La soluzione esplosiva

Nel Veneto invece si lavora di fantasia. Un gruppo di ingegneri, indispettiti dal disordine dei versanti e dall’emergere di migliaia di disordinate ceppaie, hanno pensato di proporre l’uso dell’esplosivo per “fare ordine e mettere in sicurezza foreste e ripidi versanti”. A loro dire bastano 20-50 grammi di esplosivo e una spoletta per ogni ceppaia per disintegrare quanto disturba la vista dell’ospite.

Certo, visto che le ceppaie rimosse finiscono nella categoria dei rifiuti speciali, laddove è necessario rimuoverle per fare posto a opere di sicurezza, reti di trattenimento massi e paravalanghe, i costi sono incredibili. Su piccole superfici probabilmente l’uso dell’esplosivo può essere una soluzione, ma nel caso di dover rimuovere qualche decina, un centinaio di ceppaie. Ma se, come in Veneto, si parla di “polverizzare” le piante schiantate, siamo alla follia. Nove milioni di mc di schianti delle Dolomiti significano quasi 14 milioni di ceppaie. Quali i costi di una simile operazione che necessita di personale altamente specializzato? E quali i danni ambientali su superfici intonse e fragili? Quali i danni alla microfauna, alla flora batterica, all’insediamento della rinnovazione naturale sui versanti sconvolti? L’eccesso di specializzazione di determinate figure tecniche non le porta a porsi il problema della complessità del suolo e del soprassuolo forestale. Quel che conta è aprire un nuovo percorso per fare business.

Ci pensa la natura?

Altri ancora, pochi per la verità, propongono di lasciare fermo tutto. Affermano che la natura abbia la forza per rimarginare ogni ferita e agendo da sola lo farà con più forza, risolverà anche i problemi di sicurezza. A loro dire il legname, tutto, va lasciato a terra: impedirà il formarsi di frane, fermerà la caduta di sassi e perfino eventi valanghivi. Pur rimanendo convinti che la natura per rigenerare queste superfici non abbia bisogno dell’uomo, è doveroso porsi anche problemi di sostenibilità economica e di una nuova gestione delle future foreste alpine.

Perché dobbiamo far marcire un simile capitale di legname? Perché permettere ai parassiti di diffondersi e infliggere ulteriori danni al patrimonio forestale? Possibile non esista un percorso di mediazione, intelligente e virtuoso, rispettoso degli ambienti naturali, delle esigenze anche produttive di una foresta, che si inserisca fra le proposte estreme dei bombaroli e quelle dei naturalisti puri?

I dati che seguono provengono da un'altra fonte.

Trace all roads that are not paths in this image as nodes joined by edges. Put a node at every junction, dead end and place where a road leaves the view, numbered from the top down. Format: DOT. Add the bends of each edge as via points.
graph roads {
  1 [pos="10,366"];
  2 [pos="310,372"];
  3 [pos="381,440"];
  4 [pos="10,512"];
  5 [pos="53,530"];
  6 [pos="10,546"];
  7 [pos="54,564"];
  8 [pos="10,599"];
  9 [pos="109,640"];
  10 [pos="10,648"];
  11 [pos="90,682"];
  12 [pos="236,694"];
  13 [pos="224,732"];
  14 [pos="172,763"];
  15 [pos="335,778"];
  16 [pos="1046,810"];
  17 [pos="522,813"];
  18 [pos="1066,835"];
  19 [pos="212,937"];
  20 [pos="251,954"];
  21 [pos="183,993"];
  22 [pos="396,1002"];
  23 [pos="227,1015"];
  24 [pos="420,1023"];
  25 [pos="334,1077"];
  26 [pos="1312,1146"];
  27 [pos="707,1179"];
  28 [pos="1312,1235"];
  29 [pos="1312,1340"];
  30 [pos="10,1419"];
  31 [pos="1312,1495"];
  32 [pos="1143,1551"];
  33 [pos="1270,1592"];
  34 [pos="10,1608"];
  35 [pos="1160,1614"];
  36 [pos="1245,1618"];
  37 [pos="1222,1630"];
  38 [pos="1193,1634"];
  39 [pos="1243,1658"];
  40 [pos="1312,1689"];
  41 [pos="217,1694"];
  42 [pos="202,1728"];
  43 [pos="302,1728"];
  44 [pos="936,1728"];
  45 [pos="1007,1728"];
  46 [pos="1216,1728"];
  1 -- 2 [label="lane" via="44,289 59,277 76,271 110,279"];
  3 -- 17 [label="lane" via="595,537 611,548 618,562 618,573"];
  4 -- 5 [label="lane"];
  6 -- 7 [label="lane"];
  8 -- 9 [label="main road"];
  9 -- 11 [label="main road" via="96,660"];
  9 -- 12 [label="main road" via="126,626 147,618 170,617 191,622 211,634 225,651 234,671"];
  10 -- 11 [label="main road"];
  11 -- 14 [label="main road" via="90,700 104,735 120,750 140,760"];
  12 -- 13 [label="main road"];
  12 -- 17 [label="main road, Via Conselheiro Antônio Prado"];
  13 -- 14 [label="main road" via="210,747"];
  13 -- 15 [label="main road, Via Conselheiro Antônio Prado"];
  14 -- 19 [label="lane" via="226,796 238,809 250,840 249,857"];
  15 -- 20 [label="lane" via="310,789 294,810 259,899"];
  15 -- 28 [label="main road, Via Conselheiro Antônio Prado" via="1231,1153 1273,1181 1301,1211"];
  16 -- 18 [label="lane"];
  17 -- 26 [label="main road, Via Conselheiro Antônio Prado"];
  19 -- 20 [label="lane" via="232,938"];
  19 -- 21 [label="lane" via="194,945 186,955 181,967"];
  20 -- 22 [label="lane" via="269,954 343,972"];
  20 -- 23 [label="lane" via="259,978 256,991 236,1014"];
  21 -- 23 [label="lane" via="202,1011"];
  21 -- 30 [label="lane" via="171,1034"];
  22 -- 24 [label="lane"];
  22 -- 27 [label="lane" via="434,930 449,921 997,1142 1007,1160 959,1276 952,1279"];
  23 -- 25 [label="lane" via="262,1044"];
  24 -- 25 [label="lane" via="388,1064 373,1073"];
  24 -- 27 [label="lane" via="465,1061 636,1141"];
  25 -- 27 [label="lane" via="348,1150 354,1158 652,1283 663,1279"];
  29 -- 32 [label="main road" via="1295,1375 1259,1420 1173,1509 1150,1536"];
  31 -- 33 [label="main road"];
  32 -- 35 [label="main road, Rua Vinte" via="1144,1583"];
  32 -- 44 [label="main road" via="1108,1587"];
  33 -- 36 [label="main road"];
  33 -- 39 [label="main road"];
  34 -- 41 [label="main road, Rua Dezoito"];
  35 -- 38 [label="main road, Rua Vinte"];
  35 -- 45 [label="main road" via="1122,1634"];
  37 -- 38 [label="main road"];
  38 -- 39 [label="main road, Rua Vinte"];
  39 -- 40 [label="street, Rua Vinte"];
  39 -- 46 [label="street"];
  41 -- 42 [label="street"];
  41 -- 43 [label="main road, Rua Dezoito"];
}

Le emergenze che la tempesta Vaia ci sta ponendo, l’emergere di proposte anche impraticabili, la lentezza dell’agire dei nostri enti pubblici nel recupero del legname confermano un solo dato: tutti eravamo impreparati nell’affrontare un simile evento. Da questa unica certezza dovremmo ripartire. Riusciremo, in modo collettivo, a imparare qualcosa e a interagire nei confronti degli alpeggi e delle foreste alpine in modo diverso dal passato, in modo più naturale, sminuendo le attenzioni solo economicistiche?